After applying the guards from patch dbe7741 to fix the nrm2 tests I got an additional 10 tests that failed on the machine with the GeForce GT 650M. I could fix them all by calling the cblas_* functions instead of the FORTRAN style ones. With all the patches from pr #39 applied all tests pass on this machine:

[==========] 8068 tests from 116 test cases ran. (256674 ms total)
[  PASSED  ] 8068 tests

I will have to wait for Monday to see what tests are still failing on the MacPro with the FirePro D300 with all the patches applied.

kknox commented 10 years ago

What host lapack libraries were you using on your test machines? 'Accelerate' on OSX? What about the machine with the Nvidia card in it?

Would you agree that the API's should be able to handle negative values for incx? The netlib reference code seems to have special logic to handle N < 1 and incx < 1.

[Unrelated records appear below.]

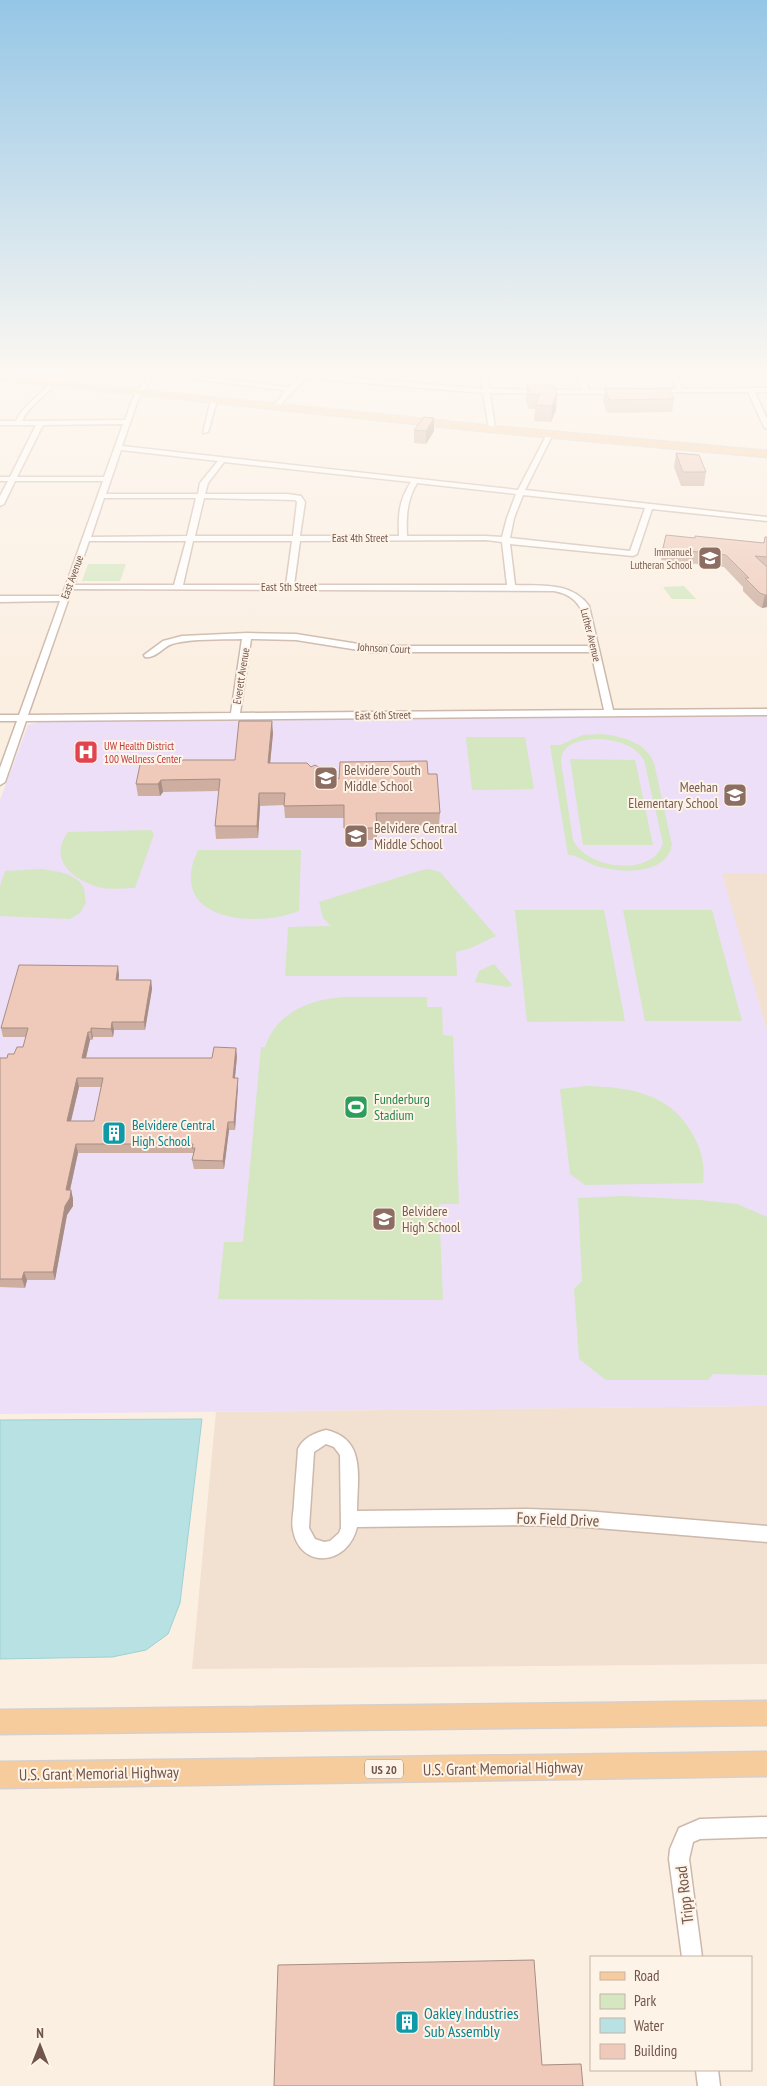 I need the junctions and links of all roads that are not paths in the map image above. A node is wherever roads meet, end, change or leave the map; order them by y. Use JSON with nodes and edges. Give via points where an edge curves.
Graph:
{"nodes":[{"id":1,"x":16,"y":472,"type":"edge"},
{"id":2,"x":109,"y":472,"type":"edge"},
{"id":3,"x":212,"y":472,"type":"edge"},
{"id":4,"x":336,"y":472,"type":"edge"},
{"id":5,"x":532,"y":472,"type":"edge"},
{"id":6,"x":0,"y":479,"type":"edge"},
{"id":7,"x":13,"y":479,"type":"junction"},
{"id":8,"x":107,"y":479,"type":"junction"},
{"id":9,"x":416,"y":481,"type":"junction"},
{"id":10,"x":522,"y":494,"type":"junction"},
{"id":11,"x":102,"y":496,"type":"junction"},
{"id":12,"x":201,"y":496,"type":"junction"},
{"id":13,"x":0,"y":504,"type":"edge"},
{"id":14,"x":649,"y":507,"type":"junction"},
{"id":15,"x":767,"y":519,"type":"edge"},
{"id":16,"x":403,"y":538,"type":"junction"},
{"id":17,"x":86,"y":539,"type":"junction"},
{"id":18,"x":191,"y":539,"type":"junction"},
{"id":19,"x":296,"y":539,"type":"junction"},
{"id":20,"x":506,"y":539,"type":"junction"},
{"id":21,"x":178,"y":587,"type":"junction"},
{"id":22,"x":290,"y":587,"type":"junction"},
{"id":23,"x":68,"y":588,"type":"junction"},
{"id":24,"x":511,"y":588,"type":"junction"},
{"id":25,"x":64,"y":598,"type":"junction"},
{"id":26,"x":0,"y":599,"type":"edge"},
{"id":27,"x":247,"y":636,"type":"junction"},
{"id":28,"x":595,"y":649,"type":"junction"},
{"id":29,"x":148,"y":654,"type":"dead end"},
{"id":30,"x":767,"y":712,"type":"edge"},
{"id":31,"x":609,"y":713,"type":"junction"},
{"id":32,"x":235,"y":716,"type":"junction"},
{"id":33,"x":0,"y":718,"type":"edge"},
{"id":34,"x":23,"y":718,"type":"junction"},
{"id":35,"x":0,"y":782,"type":"edge"},
{"id":36,"x":349,"y":1519,"type":"junction"},
{"id":37,"x":767,"y":1534,"type":"edge"},
{"id":38,"x":767,"y":1713,"type":"edge"},
{"id":39,"x":0,"y":1722,"type":"edge"},
{"id":40,"x":767,"y":1764,"type":"edge"},
{"id":41,"x":0,"y":1775,"type":"edge"},
{"id":42,"x":767,"y":1826,"type":"edge"},
{"id":43,"x":692,"y":1956,"type":"edge"},
{"id":44,"x":707,"y":2071,"type":"edge"},
{"id":45,"x":709,"y":2086,"type":"edge"}],
"edges":[{"from":1,"to":7,"type":"street"},
{"from":2,"to":8,"type":"street","name":"East Avenue"},
{"from":3,"to":12,"type":"street","via":[[204,483]]},
{"from":4,"to":9,"type":"street"},
{"from":5,"to":10,"type":"street"},
{"from":6,"to":7,"type":"street"},
{"from":7,"to":8,"type":"street"},
{"from":7,"to":13,"type":"street"},
{"from":8,"to":11,"type":"street","name":"East Avenue"},
{"from":9,"to":10,"type":"street"},
{"from":9,"to":16,"type":"street","via":[[402,506]]},
{"from":10,"to":14,"type":"street"},
{"from":10,"to":20,"type":"street"},
{"from":11,"to":12,"type":"street"},
{"from":11,"to":17,"type":"street","name":"East Avenue"},
{"from":12,"to":18,"type":"street"},
{"from":12,"to":19,"type":"street","via":[[298,498],[301,502]]},
{"from":14,"to":15,"type":"street"},
{"from":14,"to":20,"type":"street","name":"East 4th Street","via":[[634,554]]},
{"from":16,"to":19,"type":"street","name":"East 4th Street"},
{"from":16,"to":20,"type":"street","name":"East 4th Street"},
{"from":17,"to":18,"type":"street","name":"East 4th Street"},
{"from":17,"to":23,"type":"street","name":"East Avenue"},
{"from":18,"to":19,"type":"street","name":"East 4th Street"},
{"from":18,"to":21,"type":"street"},
{"from":19,"to":22,"type":"street"},
{"from":20,"to":24,"type":"street"},
{"from":21,"to":22,"type":"street","name":"East 5th Street"},
{"from":21,"to":23,"type":"street","name":"East 5th Street"},
{"from":22,"to":24,"type":"street","name":"East 5th Street"},
{"from":23,"to":25,"type":"street","name":"East Avenue"},
{"from":24,"to":28,"type":"street","name":"Luther Avenue","via":[[549,588],[577,597],[585,606]]},
{"from":25,"to":26,"type":"street"},
{"from":25,"to":34,"type":"street","name":"East Avenue"},
{"from":27,"to":28,"type":"street","name":"Johnson Court","via":[[296,636],[371,649]]},
{"from":27,"to":29,"type":"street","name":"Johnson Court","via":[[182,638]]},
{"from":27,"to":32,"type":"street","name":"Everett Avenue"},
{"from":28,"to":31,"type":"street","name":"Luther Avenue"},
{"from":30,"to":31,"type":"street","name":"East 6th Street"},
{"from":31,"to":32,"type":"street","name":"East 6th Street"},
{"from":32,"to":34,"type":"street","name":"East 6th Street"},
{"from":33,"to":34,"type":"street","name":"East 6th Street"},
{"from":34,"to":35,"type":"street","name":"East Avenue"},
{"from":36,"to":36,"type":"street","via":[[347,1449],[335,1439],[318,1439],[306,1449],[302,1535],[314,1549],[332,1550],[345,1540]]},
{"from":36,"to":37,"type":"street","name":"Fox Field Drive","via":[[575,1518]]},
{"from":38,"to":39,"type":"main road"},
{"from":40,"to":41,"type":"main road","name":"U.S. Grant Memorial Highway","number":"US 20"},
{"from":42,"to":43,"type":"street","name":"Tripp Road","via":[[700,1829],[686,1835],[679,1859]]},
{"from":44,"to":45,"type":"street"}]}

I am willing to accept the pull request, but I think we should have all of this documented. Possibly, if these are faults of the host libraries, we should file bugs in their issue trackers.

gicmo commented 10 years ago

I indeed use Accelerate on all OSX machines (the MacBook Pro with an Intel and an Nvidia card in it, and the MacPro which has two FirePro D300).

Yes, I think we should treat netlib's BLAS as the reference and expect others to have like this too.

Since tests seem were working before maybe something has changed in the Accelerate framework to not handle the input correctly anymore? I have filed a bug in Apples Bug Report (17341378) about it anyway.

Do you want me to add some comments to the source next to the if, stating that we are doing that because of this issue?

kknox commented 10 years ago

Yes, please. Put in the comments your issue number, so that future maintainers know when its safe to remove the #defines.

Thx for already filing a bug in the apple tracker.

gicmo commented 10 years ago

Done. Hope it is sufficient. I have also put the sample program I used for the Apple bug report in a little gist here.

kknox commented 10 years ago

This issue is closed by merging in Pull Requests #38 & #39

gicmo commented 10 years ago

The crash (Apple Bug id 17341378) in nrm2 on OS X has been fixed in OS X Yosemite.